Ufa, até nos arrepiamos só de lembrar, mas é Dezembro,
ainda não vimos neve, está muito frio por aqui, mas esta
história de colocarmos nos pés a primeira protecção, para
nós, ainda é considerada “o nosso primeiro Dia de Natal”.
Deixemos o passado, nesse bonito Portugal, vamos falar
de hoje, chegámos a Nova Jersey, viemos em trânsito
para Nova Iorque, passámos na cidade de Newark,
visitámos a portuguesa Ferry Street, procurámos os
lugares nossos conhecidos, onde moravam as
personagens de que vos temos falado, está tudo
diferente, no lugar do “Bar do Minhoto” está um
Restaurante Grill, que aceita reservas via internete; onde
morava a Gracinda está um parque de estacionamento,
onde uma senhora afro-americana, nos atendeu,
embrulhada num enorme casaco e cachecol, pois o
frio era muito, teve dificuldade em receber o pagamento e
guardar o dinheiro, pois usava umas luvas sem a parte
dos dedos, onde sobressaiam umas “unhas azuis”, muito
compridas. Perguntámos se falava português ou
espanhol, pois era a “Ferry Street”, com um sorriso
matreiro, respondeu-nos qualquer coisa como, “mi non
habla”.
A Ferry Street tem algumas árvores, está limpa, alguns
canteiros com flores, onde havia a loja do Orlando está
um grande edifício de um Banco, os estabelecimentos
têm portas de vidro, não mais aquelas portas em madeira,
que “chiavam”, alguns restaurantes têm esplanadas nos
passeios, está uma Avenida para turistas.

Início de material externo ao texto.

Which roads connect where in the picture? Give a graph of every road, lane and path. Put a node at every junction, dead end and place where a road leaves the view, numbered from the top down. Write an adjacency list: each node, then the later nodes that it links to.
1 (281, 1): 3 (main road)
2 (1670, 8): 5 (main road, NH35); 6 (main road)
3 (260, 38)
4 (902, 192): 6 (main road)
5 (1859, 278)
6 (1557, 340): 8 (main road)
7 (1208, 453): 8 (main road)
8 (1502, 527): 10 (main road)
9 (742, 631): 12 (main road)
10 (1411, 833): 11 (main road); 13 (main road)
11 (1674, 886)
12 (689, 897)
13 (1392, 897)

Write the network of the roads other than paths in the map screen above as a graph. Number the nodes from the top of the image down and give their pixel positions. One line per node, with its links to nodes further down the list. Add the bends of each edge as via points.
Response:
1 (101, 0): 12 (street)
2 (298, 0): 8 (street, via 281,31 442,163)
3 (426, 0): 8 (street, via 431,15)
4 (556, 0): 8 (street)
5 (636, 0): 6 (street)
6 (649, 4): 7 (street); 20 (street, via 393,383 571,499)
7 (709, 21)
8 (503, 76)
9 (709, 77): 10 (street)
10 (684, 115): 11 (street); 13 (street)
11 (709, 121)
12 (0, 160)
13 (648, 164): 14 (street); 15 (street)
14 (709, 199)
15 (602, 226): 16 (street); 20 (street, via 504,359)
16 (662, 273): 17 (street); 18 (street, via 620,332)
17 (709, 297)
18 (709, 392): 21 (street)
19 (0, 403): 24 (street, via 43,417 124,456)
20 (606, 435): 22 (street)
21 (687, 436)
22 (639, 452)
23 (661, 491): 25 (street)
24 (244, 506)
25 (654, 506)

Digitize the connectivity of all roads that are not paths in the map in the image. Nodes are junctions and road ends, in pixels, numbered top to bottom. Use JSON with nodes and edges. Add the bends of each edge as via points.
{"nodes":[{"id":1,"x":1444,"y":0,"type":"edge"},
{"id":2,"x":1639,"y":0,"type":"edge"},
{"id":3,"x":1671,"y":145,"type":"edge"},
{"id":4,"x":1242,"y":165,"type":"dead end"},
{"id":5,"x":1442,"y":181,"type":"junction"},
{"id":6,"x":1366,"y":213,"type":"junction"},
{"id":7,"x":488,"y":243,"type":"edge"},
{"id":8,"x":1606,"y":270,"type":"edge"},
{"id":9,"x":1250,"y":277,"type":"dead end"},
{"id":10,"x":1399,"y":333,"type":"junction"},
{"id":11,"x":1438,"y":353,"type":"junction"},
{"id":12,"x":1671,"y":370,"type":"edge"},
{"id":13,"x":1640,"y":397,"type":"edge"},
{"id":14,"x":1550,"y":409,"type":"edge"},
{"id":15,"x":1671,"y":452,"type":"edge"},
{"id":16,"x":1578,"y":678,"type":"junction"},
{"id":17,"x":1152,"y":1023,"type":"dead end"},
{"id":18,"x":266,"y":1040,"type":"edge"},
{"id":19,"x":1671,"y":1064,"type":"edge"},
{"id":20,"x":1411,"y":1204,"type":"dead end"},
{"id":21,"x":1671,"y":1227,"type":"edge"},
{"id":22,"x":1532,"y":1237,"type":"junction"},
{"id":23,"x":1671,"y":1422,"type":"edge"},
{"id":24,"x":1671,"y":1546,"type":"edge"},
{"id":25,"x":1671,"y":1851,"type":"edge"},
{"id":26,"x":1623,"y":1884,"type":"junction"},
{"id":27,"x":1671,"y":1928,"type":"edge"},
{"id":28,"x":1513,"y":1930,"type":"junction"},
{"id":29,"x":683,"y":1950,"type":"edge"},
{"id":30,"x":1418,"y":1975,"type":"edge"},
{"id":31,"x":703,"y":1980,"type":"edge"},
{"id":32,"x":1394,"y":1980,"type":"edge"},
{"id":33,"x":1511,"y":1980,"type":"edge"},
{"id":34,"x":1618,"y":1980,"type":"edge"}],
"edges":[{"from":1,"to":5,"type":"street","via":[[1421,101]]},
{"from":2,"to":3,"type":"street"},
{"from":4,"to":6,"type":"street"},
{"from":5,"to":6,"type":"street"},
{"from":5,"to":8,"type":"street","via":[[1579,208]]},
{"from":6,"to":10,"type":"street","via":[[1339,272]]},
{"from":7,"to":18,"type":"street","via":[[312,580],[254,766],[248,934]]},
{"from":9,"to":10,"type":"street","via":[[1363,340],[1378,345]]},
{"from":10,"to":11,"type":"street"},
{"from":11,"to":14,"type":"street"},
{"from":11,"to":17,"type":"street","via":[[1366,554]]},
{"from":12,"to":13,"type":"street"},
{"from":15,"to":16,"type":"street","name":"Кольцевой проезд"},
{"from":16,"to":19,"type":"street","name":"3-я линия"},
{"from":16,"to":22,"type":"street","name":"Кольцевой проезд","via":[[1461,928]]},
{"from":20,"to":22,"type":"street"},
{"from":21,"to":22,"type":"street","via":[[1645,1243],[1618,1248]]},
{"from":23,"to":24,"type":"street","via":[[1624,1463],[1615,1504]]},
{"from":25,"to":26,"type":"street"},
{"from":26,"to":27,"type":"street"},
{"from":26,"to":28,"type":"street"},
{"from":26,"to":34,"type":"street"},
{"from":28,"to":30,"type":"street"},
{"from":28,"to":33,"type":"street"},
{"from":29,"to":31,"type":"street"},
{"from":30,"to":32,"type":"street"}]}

Vamos em frente, deixámos a viatura na cidade de
Newark, seguindo de comboio, pois o estacionamento na
cidade de Nova Iorque é muito caro. Estava nevoeiro,
quase cerrado, como se dizia na minha aldeia. Atravessámos um
dos túneis do rio Hudson que desagua na
ilha de Manhattan, que é o mais densamente povoado
dos cinco bairros da cidade de Nova Iorque, que se situa na
ilha com o mesmo nome, delimitada pelos rios Hudson,
East e Harlem, sendo um dos principais centros
comerciais, financeiros e culturais do mundo. É o coração
da "Big Apple", é onde estão os arranha-céus, cujas
imagens correm o mundo, como o Empire State Building. As luzes de néon no Times Square ou os teatros da
Broadway, nós saímos na área do World Trade Center,
visitámos mais uma vez o museu educativo, dedicado ao
“11 de Setembro”, meditámos em homenagem às
vítimas, tomando em seguida o “subway” para a Rua 53,
junto da Quinta Avenida, caminhando, fomos vendo a
Catedral de São Patrício, parando por mais tempo na área
do “Rockefeller Center”, onde está a árvore de Natal que
tradicionalmente é um abeto vermelho da Noruega, sendo
iluminada por 30.000 ecológicas luzes, que envolvem
mais de cinco milhas de fio eléctrico, coroada por uma
estrela de cristal Swarovski. Esta árvore de Natal é um
símbolo mundial em Nova York, foi acesa pela primeira
vez na quarta-feira, 2 de Dezembro, com performances ao
vivo na Rockefeller Plaza, entre as Ruas 48, 51, e a
Quinta e Sexta Avenidas, onde dezenas de milhares de
pessoas todos os dias enchem as calçadas para assistir a
este evento, que milhões podem assistir em todo o
mundo pelos meios de comunicação que hoje existem.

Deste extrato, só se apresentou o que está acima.